At a live show in London, England, UK, Europe, Natalie Maines of Texan country-rock trio The Dixie Chicks triggers a major poltical incident when she declares the band's opposition to the imminent invasion of Iraq and states, "Just so you know, we're ashamed that the President of the United States is from Texas."

Full article:

DIXIE CHICKS DECLARE WAR ON PRESIDENT GEORGE BUSH

Quotes researched, sourced and edited by Johnny Black. This feature first appeared in Country magazine in January 2018

On the eve of the 2003 Invasion of Iraq, country superstar trio The Dixie Chicks played at Shepherd’s Bush Empire in London. During the show, Natalie Maines of the Texas-based Chicks expressed her anger at American involvement in the invasion. Her words brought a ripple of applause in London, but when they were reported in America, they triggered a furious firestorm which threatened to stop not only the band’s career but Maines’ life dead in its tracks.

2003, March 10 : The Dixie Chicks open their Top Of The World tour with a show at Shepherd’s Bush Empire, London.
Betty Clarke (reviewer, The Guardian) : Back then, the Dixie Chicks were already country music's most controversial stars. They'd just won four Grammy awards and the disapproval of the country establishment, who didn't approve of their feisty songs, their provocative style or the fact they were selling huge numbers of progressive bluegrass records to pop kids.

Martie Maguire (Dixie Chicks) : Before we went on that night we talked about how silly we felt having to go out and entertain when our hearts were so heavy with what was about to happen.

Natalie Maines (Dixie Chicks) : It felt pretty trite to me to be doing a show on what was supposed to be the eve before war, and not say anything about it. At that stage too everyone in Europe, or everyone outside of the U.S., talked about the U.S. like we all thought one way. So it was important for me to let them know that you can't group us all into one.

Betty Clarke : They don't know when to stop. "Just so you know," says singer Natalie Maines, "we're ashamed the president of the United States is from Texas." It gets the audience cheering - at a time when country stars are rushing to release pro-war anthems, this is practically punk rock.

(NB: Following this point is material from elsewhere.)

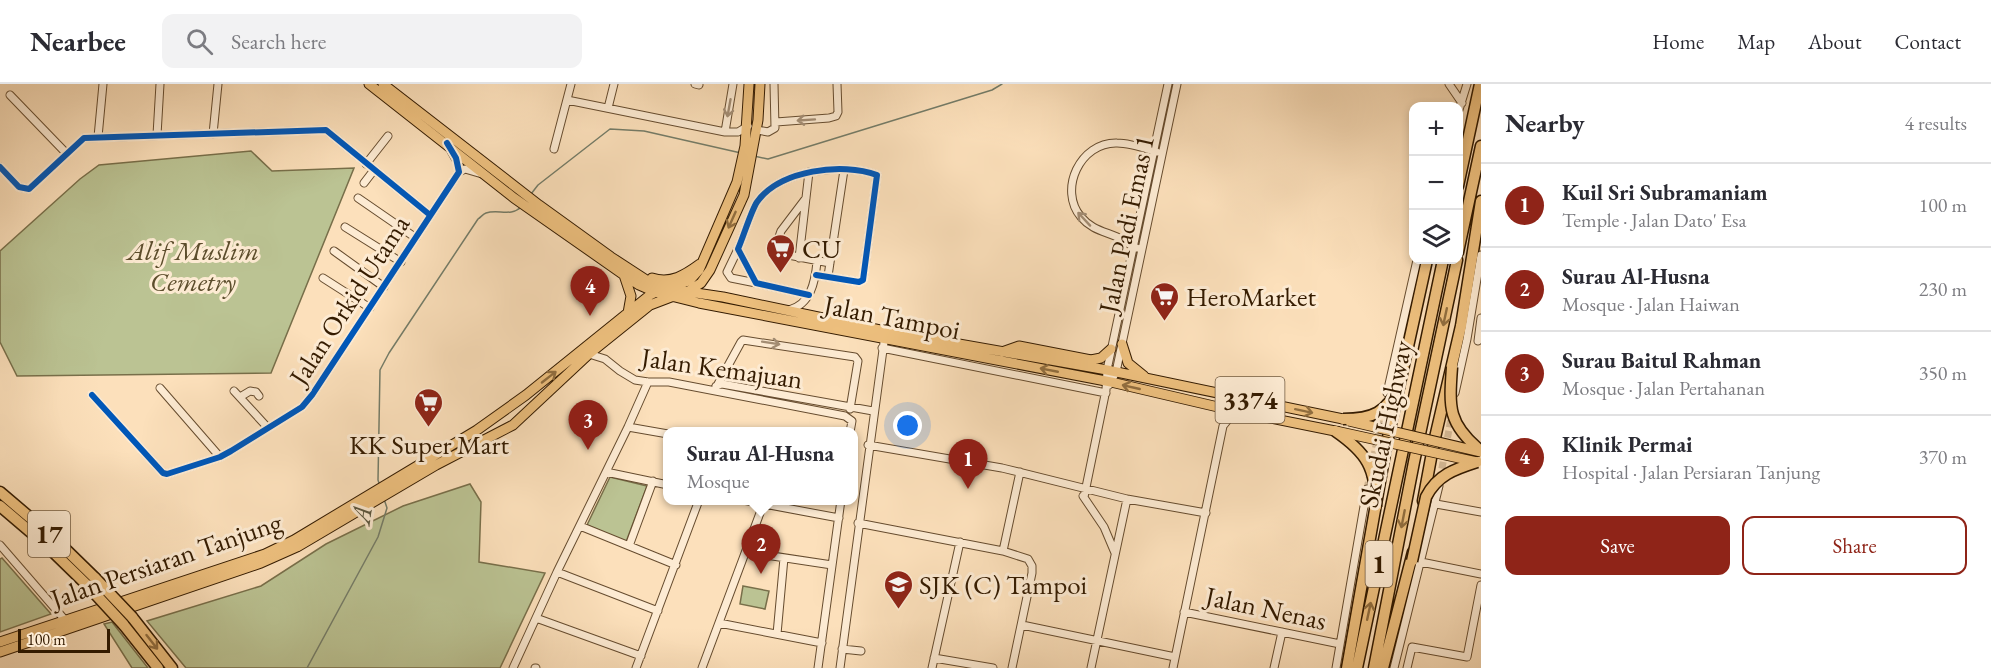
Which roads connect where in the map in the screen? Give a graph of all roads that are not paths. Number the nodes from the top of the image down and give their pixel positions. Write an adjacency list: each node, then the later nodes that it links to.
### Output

Richard Wootton (publicist) : I was doing radio for the band, so I was at the gig.  The audience cheered as I recall, but they cheered lots of things that night and there were bigger cheers for favourite songs.  People who went to concerts at that time tended to be opposed to the war and it was not uncommon for artists to say something, so it was not in any way unusual to British ears.  But the Chicks were mainstream country stars from Texas and no-one else in the format had done it.

Betty Clarke : This was different. America had just declared war on Iraq and the Dixie Chicks were part of the ultra-conservative country community.

Emily Robison (Dixie Chicks) : Everybody talks about how this war was over quickly and not that many people died. Tell that to the parents of people coming home in body bags.

Natalie's comment came from frustration that we all shared - we were apparently days away from war and still left with a lot of questions.

Richard Wootton : Only one paper considered the comment important enough to mention - Betty Clarke in The Guardian.

Steve Earle : I actually played Shepherds Bush Empire ten days after and I had on a t-shirt that said F**k the War and I think I may have made the fifth page of The Guardian or something. I'm sort of a well-known pinko, so people didn't bat an eye when I did it, When Natalie did it, that shows you how much this war offended some people in my country. She was reacting as a citizen and a mother and of course she sells a lot more records than I do - that bothered a lot of people.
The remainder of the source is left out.